EXPECTED PERFORMANCE OF LIFELINES FOR RESILIENCE
SPUR recommends the establishment of clear, readily understood performance goals that define resiliency in infrastructure. Goals for the restoration of service are expressed in terms of the percentage of customers that have service after an earthquake.
These goals assume the occurrence of the "expected" earthquake, defined as an earthquake that can reasonably be expected to occur once during the useful life of a system. For San Francisco's buildings, this earthquake is defined as having a 10 percent chance of occurrence in 50 years. As described in the Overarching Paper, "The Resilient City: Defining what San Francisco needs from its seismic mitigation policies", a magnitude 7.2 earthquake on the peninsula segment of the San Andreas Fault would produce this level of shaking in most of the City. Since lifeline systems generally serve cities and regions for well over 100 years, a larger "expected" earthquake should be considered.

Categorizing lifelines in a meaningful way will require an assessment of those lifelines that are most critical to response and recovery. For example, Category I lifelines, which must be restored to service within 4 hours, would include those systems that are critical to the immediate response to an earthquake such as:

• water supply and electrical power to critical response facilities;
• water supply for firefighting;
• emergency communications systems; and
• critical transportation elements, such as roads to critical facilities and ferry landings.

This categorization may take into account the partial restoration of systems necessary to achieve the performance goals, rather than the complete restoration of those systems. For example, back-up systems may be implemented to restore services to critical facilities within the desired time frame and redundancies or bypasses in areas where ground failure is likely would allow for the restoration of services once control of the system has been established.
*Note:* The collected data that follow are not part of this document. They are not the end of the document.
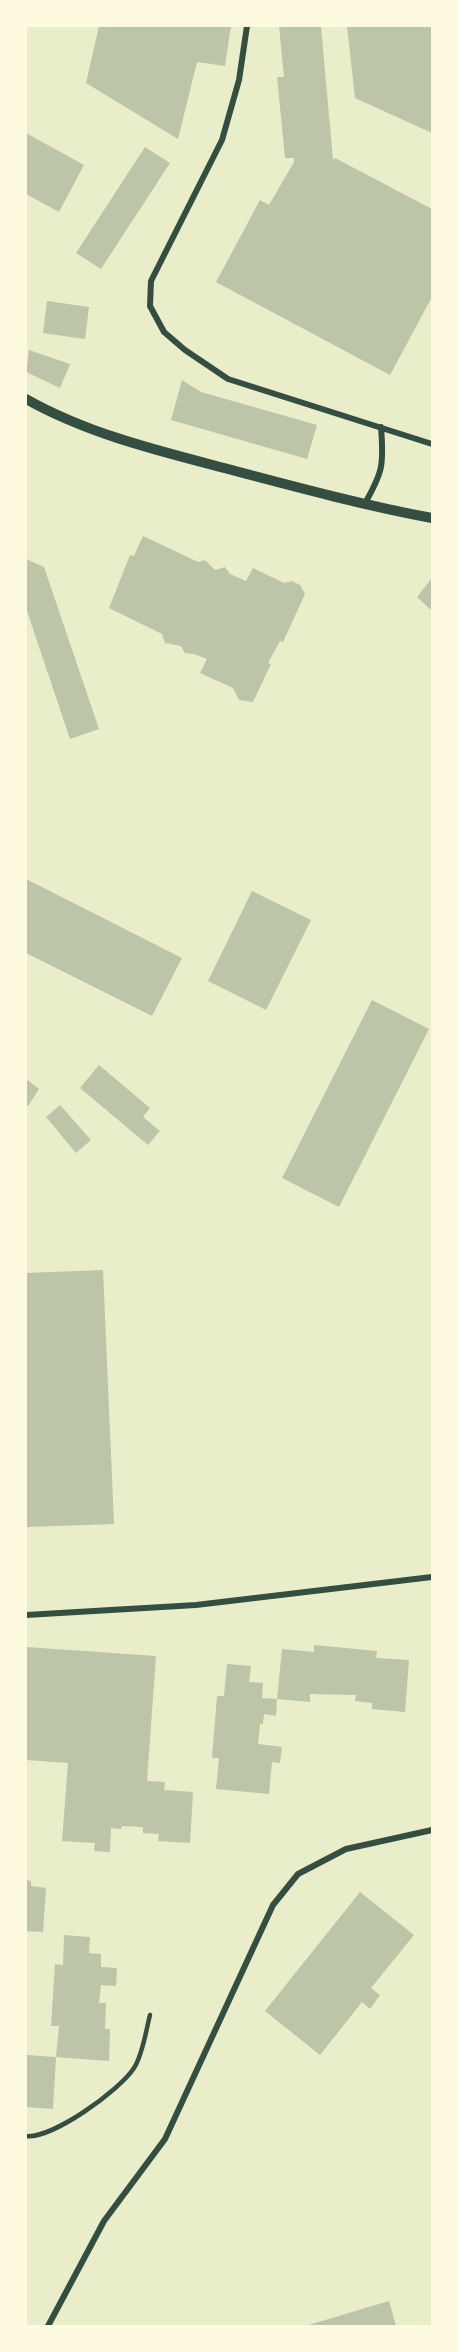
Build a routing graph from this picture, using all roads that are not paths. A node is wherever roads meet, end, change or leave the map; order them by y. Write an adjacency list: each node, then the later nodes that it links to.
1 (247, 26): 3 (street)
2 (26, 399): 5 (street)
3 (381, 427): 4 (street); 5 (street)
4 (432, 444)
5 (364, 505): 6 (street)
6 (432, 518)
7 (432, 1577): 8 (street)
8 (26, 1615)
9 (432, 1830): 12 (street)
10 (150, 2014): 11 (lane)
11 (26, 2136)
12 (48, 2326)

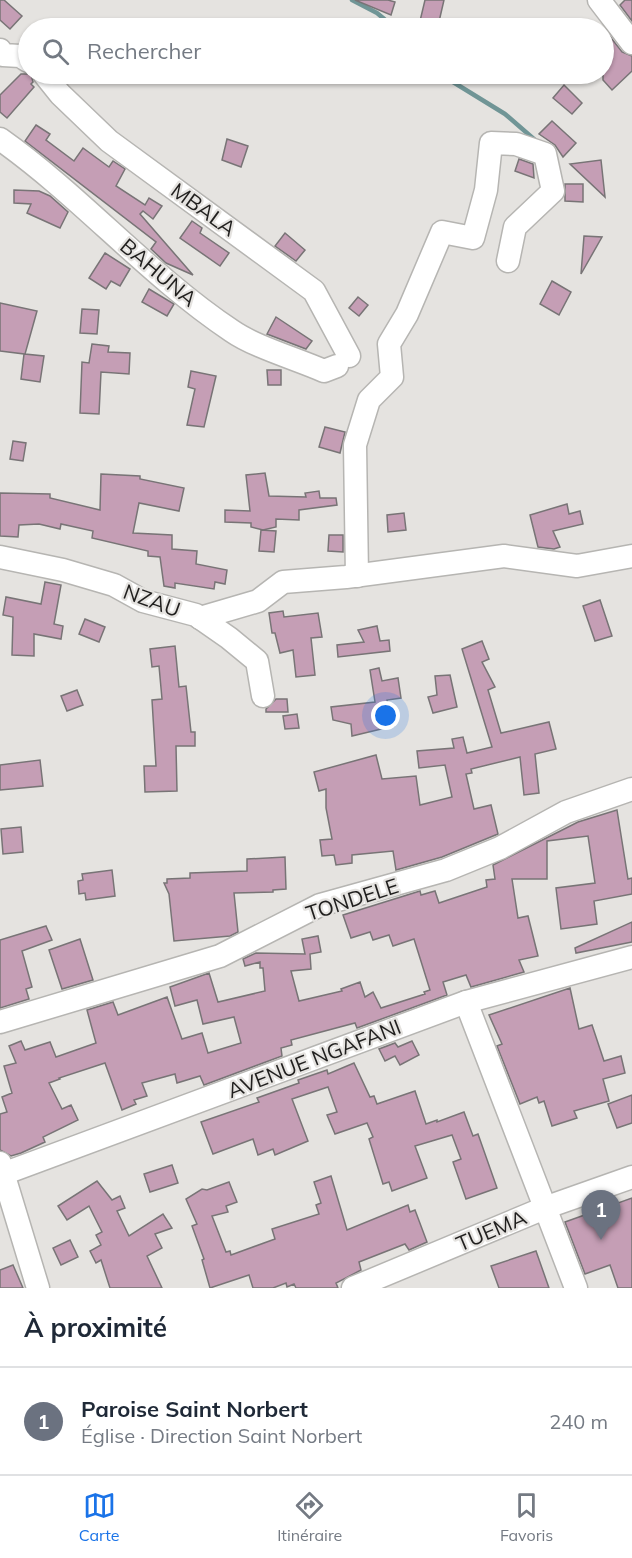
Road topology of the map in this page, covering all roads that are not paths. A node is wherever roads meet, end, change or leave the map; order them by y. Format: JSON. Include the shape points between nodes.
{"nodes":[{"id":1,"x":599,"y":0,"type":"edge"},
{"id":2,"x":613,"y":18,"type":"edge"},
{"id":3,"x":614,"y":20,"type":"edge"},
{"id":4,"x":632,"y":43,"type":"edge"},
{"id":5,"x":1,"y":53,"type":"edge"},
{"id":6,"x":18,"y":56,"type":"edge"},
{"id":7,"x":52,"y":84,"type":"edge"},
{"id":8,"x":0,"y":139,"type":"edge"},
{"id":9,"x":508,"y":261,"type":"dead end"},
{"id":10,"x":343,"y":361,"type":"joint"},
{"id":11,"x":632,"y":556,"type":"edge"},
{"id":12,"x":0,"y":557,"type":"edge"},
{"id":13,"x":357,"y":576,"type":"junction"},
{"id":14,"x":200,"y":618,"type":"junction"},
{"id":15,"x":263,"y":696,"type":"dead end"},
{"id":16,"x":632,"y":789,"type":"edge"},
{"id":17,"x":632,"y":957,"type":"edge"},
{"id":18,"x":466,"y":1002,"type":"junction"},
{"id":19,"x":0,"y":1022,"type":"edge"},
{"id":20,"x":1,"y":1171,"type":"edge"},
{"id":21,"x":632,"y":1177,"type":"edge"},
{"id":22,"x":547,"y":1207,"type":"junction"},
{"id":23,"x":38,"y":1288,"type":"edge"},
{"id":24,"x":353,"y":1288,"type":"edge"},
{"id":25,"x":576,"y":1288,"type":"edge"}],
"edges":[{"from":1,"to":2,"type":"street"},
{"from":3,"to":4,"type":"street"},
{"from":5,"to":6,"type":"street"},
{"from":7,"to":10,"type":"street","name":"MBALA","via":[[109,141],[314,291]]},
{"from":8,"to":10,"type":"street","name":"BAHUNA","via":[[93,214],[168,283],[233,333],[324,371]]},
{"from":9,"to":13,"type":"street","via":[[515,226],[553,191],[545,154],[516,144],[491,143],[486,190],[473,238],[442,232],[407,314],[389,344],[392,377],[369,400],[365,411],[355,445]]},
{"from":11,"to":13,"type":"street","via":[[577,566],[504,556]]},
{"from":12,"to":14,"type":"street","name":"NZAU","via":[[104,582],[143,601]]},
{"from":13,"to":14,"type":"street","via":[[283,582],[258,602]]},
{"from":14,"to":15,"type":"street","name":"NZAU","via":[[256,661]]},
{"from":16,"to":19,"type":"street","name":"TONDELE","via":[[566,812],[500,848],[446,870],[320,905],[220,956]]},
{"from":17,"to":18,"type":"street","name":"AVENUE NGAFANI"},
{"from":18,"to":20,"type":"street","name":"AVENUE NGAFANI"},
{"from":18,"to":22,"type":"street"},
{"from":20,"to":23,"type":"street"},
{"from":21,"to":22,"type":"street","name":"TUEMA"},
{"from":22,"to":24,"type":"street","name":"TUEMA"},
{"from":22,"to":25,"type":"street"}]}
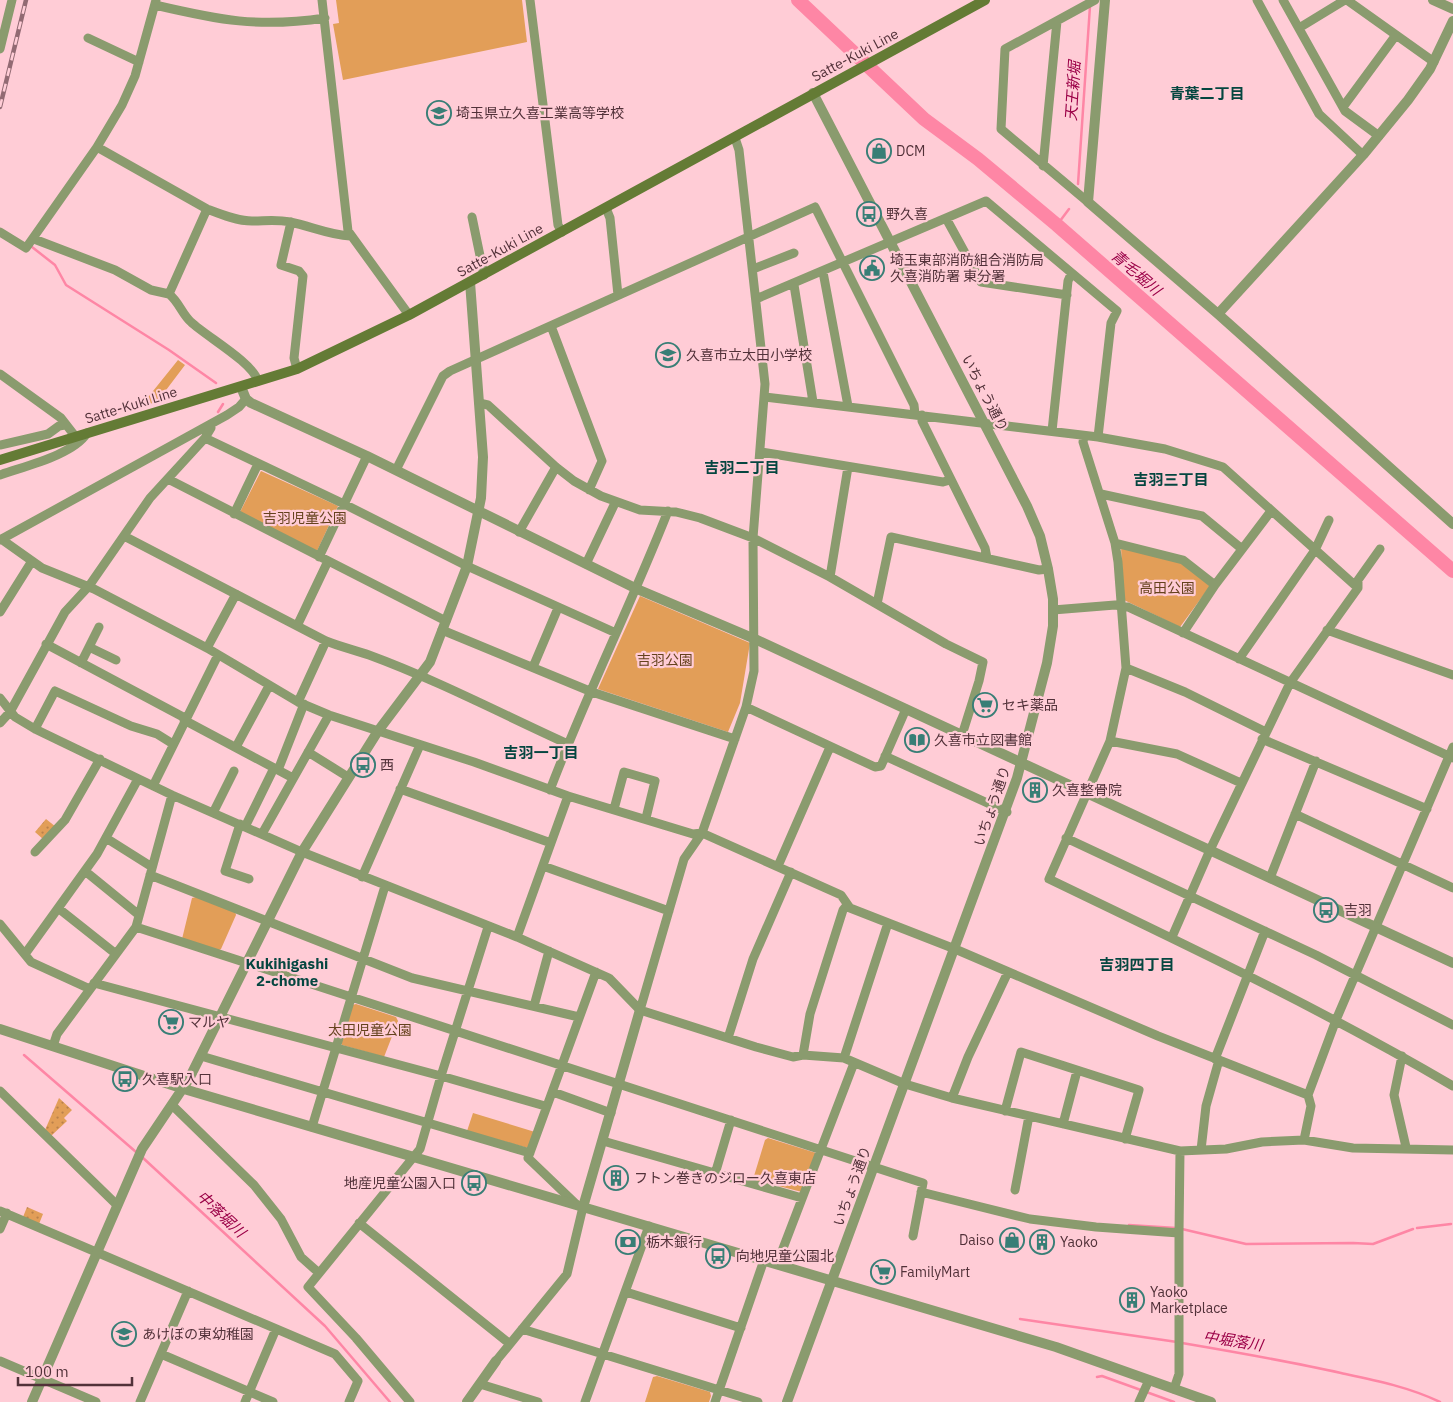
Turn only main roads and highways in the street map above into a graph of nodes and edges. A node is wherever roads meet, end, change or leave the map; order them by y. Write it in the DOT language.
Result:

Additionally, the restoration of the transportation system may be achieved by shifting capacity among modes of transportation and among different providers. If damage to roads and bridges cannot be repaired within the timeframes described above, the capacity of other forms of transportation, such as buses, ferries, and rail systems, may be increased beyond pre-earthquake capacities to accommodate the additional load. In addition to measures necessary to reduce potential damage to transit facilities, this may require such mechanisms as modifications to equipment, establishment of service in areas previously not served by specific systems, or implementation of incentives for mass transit use and restrictions on vehicle travel that encourage use of transit systems.